The propagandists for Israel have started saying that the government will have no partner to negotiate with in case the Fatah and Hamas decide to join hands. The U.S. has conveniently put Hamas on its terror list and refuses to enter into any sort of dialogue with it. The Israeli government's position is that Hamas should recognise its existence. The Hamas leadership has on several occasions said that it is willing to coexist with Israel provided it withdraws to its 1967 border.

Goldstone's U-turn

In the first week of April, apologists for Israel had another reason to cheer. Justice Richard Goldstone, the South African judge who chaired the U.N.-mandated commission in 2009 that looked into Israeli war crimes during Operation Cast Lead, backtracked on some of the key conclusions of the report. In a signed article in The Washington Post, the judge, who is himself Jewish, said that in hindsight he would have come to a different conclusion about Israel's actions during the war. If I had known then what I know now, the Goldstone Report would have been a different document, he wrote.

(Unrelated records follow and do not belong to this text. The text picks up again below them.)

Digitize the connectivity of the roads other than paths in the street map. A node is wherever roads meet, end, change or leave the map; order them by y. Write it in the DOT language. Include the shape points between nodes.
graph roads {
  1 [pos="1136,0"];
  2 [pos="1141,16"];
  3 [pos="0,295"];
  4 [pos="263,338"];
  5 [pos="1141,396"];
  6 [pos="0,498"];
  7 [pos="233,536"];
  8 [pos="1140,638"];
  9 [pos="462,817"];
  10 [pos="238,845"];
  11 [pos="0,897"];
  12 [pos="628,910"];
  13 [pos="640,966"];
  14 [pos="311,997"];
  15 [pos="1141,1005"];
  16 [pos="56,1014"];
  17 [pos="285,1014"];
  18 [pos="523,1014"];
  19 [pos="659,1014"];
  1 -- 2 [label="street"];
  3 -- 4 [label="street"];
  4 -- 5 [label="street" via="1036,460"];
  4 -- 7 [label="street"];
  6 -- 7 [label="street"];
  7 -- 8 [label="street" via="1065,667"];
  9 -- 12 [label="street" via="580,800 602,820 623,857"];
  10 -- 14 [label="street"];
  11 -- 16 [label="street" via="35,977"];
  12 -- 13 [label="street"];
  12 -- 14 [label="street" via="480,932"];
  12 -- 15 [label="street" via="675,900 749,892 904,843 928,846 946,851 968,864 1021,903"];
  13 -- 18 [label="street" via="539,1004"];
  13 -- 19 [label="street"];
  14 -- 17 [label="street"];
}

He even tried to whitewash the killing of 29 members of a single family the Shimouni family. Goldstone's present contention is that the shelling of the Shimouni residence was apparently the consequence of an Israeli commander's erroneous interpretation of a drone image.

Netanyahu was quick to demand that the original report should be thrown into the waste bin of history. The Israeli government, which until now was busy demonising Goldstone, invited him to visit the country. Goldstone accepted the invitation.

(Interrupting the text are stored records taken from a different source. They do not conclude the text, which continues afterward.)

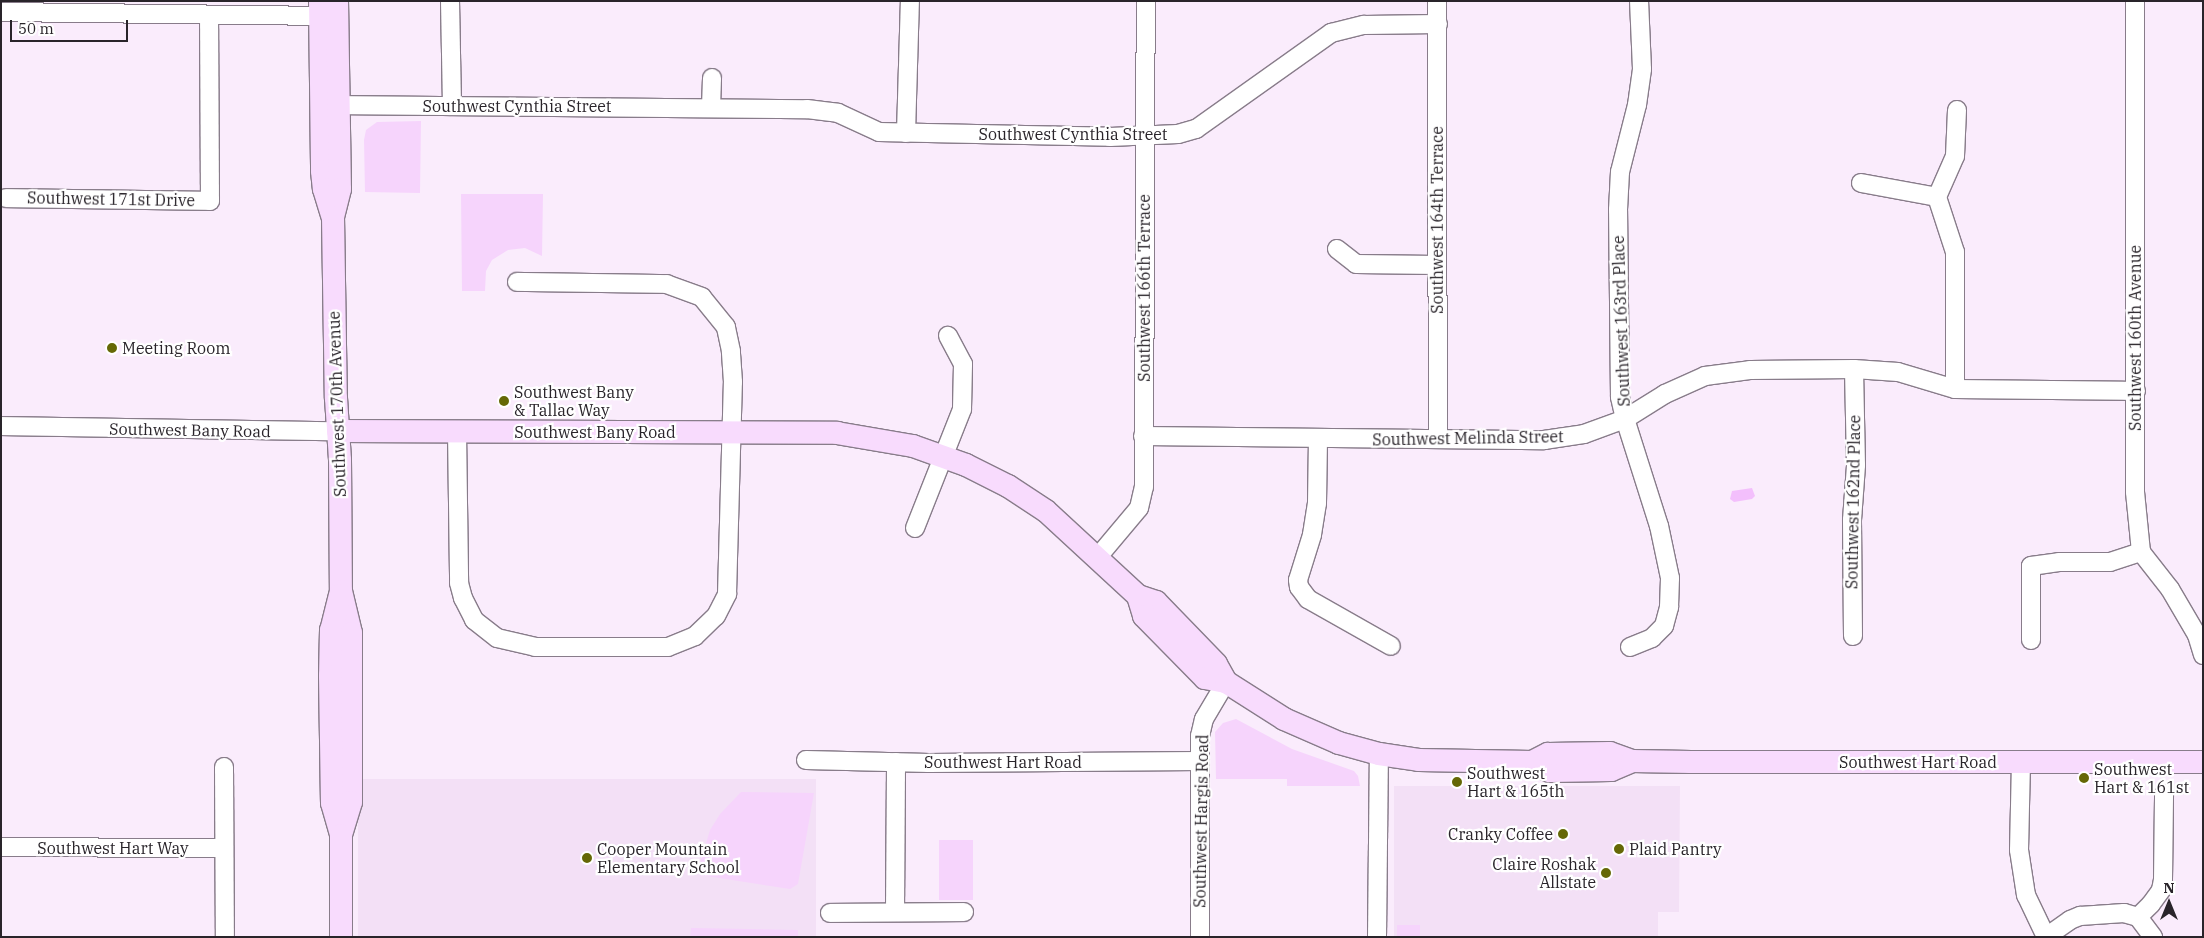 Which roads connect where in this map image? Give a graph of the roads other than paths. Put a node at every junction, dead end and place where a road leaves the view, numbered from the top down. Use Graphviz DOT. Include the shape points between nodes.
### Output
graph roads {
  1 [pos="450,1"];
  2 [pos="910,1"];
  3 [pos="1146,1"];
  4 [pos="1437,1"];
  5 [pos="1639,1"];
  6 [pos="2135,1"];
  7 [pos="329,8"];
  8 [pos="1,12"];
  9 [pos="210,15"];
  10 [pos="1438,24"];
  11 [pos="712,78"];
  12 [pos="331,105"];
  13 [pos="452,106"];
  14 [pos="711,107"];
  15 [pos="1957,110"];
  16 [pos="906,133"];
  17 [pos="1144,136"];
  18 [pos="1861,183"];
  19 [pos="1937,197"];
  20 [pos="6,198"];
  21 [pos="1337,249"];
  22 [pos="1437,265"];
  23 [pos="517,282"];
  24 [pos="948,336"];
  25 [pos="1854,368"];
  26 [pos="1955,389"];
  27 [pos="2136,391"];
  28 [pos="1625,419"];
  29 [pos="1,426"];
  30 [pos="338,431"];
  31 [pos="457,431"];
  32 [pos="730,432"];
  33 [pos="1143,436"];
  34 [pos="1318,439"];
  35 [pos="1438,439"];
  36 [pos="945,456"];
  37 [pos="915,528"];
  38 [pos="2141,552"];
  39 [pos="1097,558"];
  40 [pos="1853,636"];
  41 [pos="2030,640"];
  42 [pos="1391,646"];
  43 [pos="1630,647"];
  44 [pos="2203,655"];
  45 [pos="1226,682"];
  46 [pos="1379,754"];
  47 [pos="806,760"];
  48 [pos="1199,761"];
  49 [pos="896,762"];
  50 [pos="2021,762"];
  51 [pos="2203,762"];
  52 [pos="224,767"];
  53 [pos="2164,794"];
  54 [pos="1,847"];
  55 [pos="224,848"];
  56 [pos="896,912"];
  57 [pos="964,912"];
  58 [pos="830,913"];
  59 [pos="2138,916"];
  60 [pos="225,937"];
  61 [pos="341,937"];
  62 [pos="1200,937"];
  63 [pos="1378,937"];
  64 [pos="2046,937"];
  65 [pos="2153,937"];
  1 -- 13 [label="street"];
  2 -- 16 [label="street"];
  3 -- 17 [label="street, Southwest 166th Terrace"];
  4 -- 10 [label="street, Southwest 164th Terrace"];
  5 -- 28 [label="street, Southwest 163rd Place" via="1642,69 1620,172 1618,210 1619,378"];
  6 -- 27 [label="street, Southwest 160th Avenue"];
  7 -- 9 [label="street"];
  7 -- 12 [label="main road, Southwest 170th Avenue"];
  8 -- 9 [label="street"];
  9 -- 20 [label="street, Southwest 171st Drive" via="210,201"];
  10 -- 17 [label="street, Southwest Cynthia Street" via="1364,25 1331,34 1196,130"];
  10 -- 22 [label="street, Southwest 164th Terrace"];
  11 -- 14 [label="street"];
  12 -- 13 [label="street, Southwest Cynthia Street"];
  12 -- 30 [label="main road, Southwest 170th Avenue" via="340,189 333,217"];
  13 -- 14 [label="street, Southwest Cynthia Street"];
  14 -- 16 [label="street, Southwest Cynthia Street" via="807,109 838,113 879,132"];
  15 -- 19 [label="street" via="1955,156"];
  16 -- 17 [label="street, Southwest Cynthia Street"];
  17 -- 33 [label="street, Southwest 166th Terrace"];
  18 -- 19 [label="street"];
  19 -- 26 [label="street" via="1955,252"];
  21 -- 22 [label="street" via="1356,264"];
  22 -- 35 [label="street, Southwest 164th Terrace"];
  23 -- 32 [label="street" via="667,284 702,297 726,327 732,351"];
  24 -- 36 [label="street" via="963,364 962,409"];
  25 -- 26 [label="street, Southwest Melinda Street" via="1898,372"];
  25 -- 28 [label="street, Southwest Melinda Street" via="1750,370 1705,376 1665,394"];
  25 -- 40 [label="street, Southwest 162nd Place"];
  26 -- 27 [label="street, Southwest Melinda Street"];
  27 -- 38 [label="street, Southwest 160th Avenue" via="2135,492"];
  28 -- 35 [label="street, Southwest Melinda Street" via="1584,434 1544,440"];
  28 -- 43 [label="street, Southwest 163rd Place" via="1659,526 1670,578 1664,626 1652,638"];
  29 -- 30 [label="street, Southwest Bany Road"];
  30 -- 31 [label="main road, Southwest Bany Road"];
  30 -- 61 [label="main road, Southwest 170th Avenue" via="341,591 331,630 330,676 332,803 341,835"];
  31 -- 32 [label="main road, Southwest Bany Road"];
  31 -- 32 [label="street" via="459,583 463,598 474,620 497,638 535,647 668,647 695,636 716,616 727,594"];
  32 -- 36 [label="main road, Southwest Bany Road" via="837,433 913,446"];
  33 -- 34 [label="street, Southwest Melinda Street"];
  33 -- 39 [label="street, Southwest 166th Terrace" via="1144,487 1139,508"];
  34 -- 35 [label="street, Southwest Melinda Street"];
  34 -- 42 [label="street" via="1317,504 1299,587 1308,599"];
  36 -- 37 [label="street"];
  36 -- 39 [label="main road, Southwest Bany Road" via="1008,486 1046,511"];
  38 -- 41 [label="street" via="2110,562 2059,562 2031,566"];
  38 -- 44 [label="street" via="2170,589 2197,635"];
  39 -- 45 [label="main road, Southwest Bany Road" via="1138,596 1156,602 1216,664"];
  45 -- 46 [label="main road, Southwest Bany Road" via="1302,728"];
  45 -- 48 [label="street, Southwest Hargis Road" via="1204,719"];
  46 -- 50 [label="main road, Southwest Hart Road" via="1419,760 1532,762 1550,771 1611,770 1632,761"];
  46 -- 63 [label="street"];
  47 -- 49 [label="street, Southwest Hart Road"];
  48 -- 49 [label="street, Southwest Hart Road"];
  48 -- 62 [label="street, Southwest Hargis Road"];
  49 -- 56 [label="street"];
  50 -- 51 [label="main road, Southwest Hart Road"];
  50 -- 64 [label="street" via="2019,850 2026,895"];
  52 -- 55 [label="street"];
  53 -- 59 [label="street" via="2163,880 2156,898"];
  54 -- 55 [label="street, Southwest Hart Way"];
  55 -- 60 [label="street"];
  56 -- 57 [label="street"];
  56 -- 58 [label="street"];
  59 -- 64 [label="street" via="2124,913 2080,916"];
  59 -- 65 [label="street"];
}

The old judge, who is a staunch believer, was being pressured by his co-religionists in many ways, crude as well as subtle. Zionist Jews tried to prevent him from attending his own grandson's bar mitzvah in Johannesburg, accusing him of being a self hating Jew.

According to the Israeli historian Ilan Pappe, the shameful U-turn did not happen this week. It comes after more than a year and a half of a sustained campaign of intimidation and character assassination against the judge.

In March, the Israeli military intelligence announced that a special unit was created to monitor and even hunt down individuals and organisations suspected of delegitimising Israel abroad. Goldstone has always said that he was at heart always a Zionist. Pappe wrote: You can either be a Zionist or blame Israel for war crimes and crimes against humanity if you do both, you will crack sooner rather than later.

Goldstone's apparent recanting will not in any way alter the facts. Other reputed colleagues of his steadfastly stand by the report's conclusions that Israel was guilty of very serious war crimes in Gaza. The reports of other groups such as Breaking the Silence and of U.N. representatives who were on the ground also vouch for it. The pictures and images that emerged from Gaza during Operation Cast Lead also tell the real story.

The Goldstone Report quotes the IDF Northern Command chief, Gadi Eisenkot, as saying: We will apply disproportionate force on every village and cause great damage and destruction there. From our standpoint, these are not civilian villages, they are military bases. This is not a recommendation. This is a plan. And it has been approved.

Even today, Israel bars the people of Gaza from accessing construction materials to rebuild their shattered homes. Recently, the International Committee of the Red Cross issued a statement describing the continued blockade of Gaza as collective punishment imposed in clear violation of Israel's obligation under international humanitarian law. The statement noted that all of Gaza's civilian population is being punished for acts for which they bear no responsibility.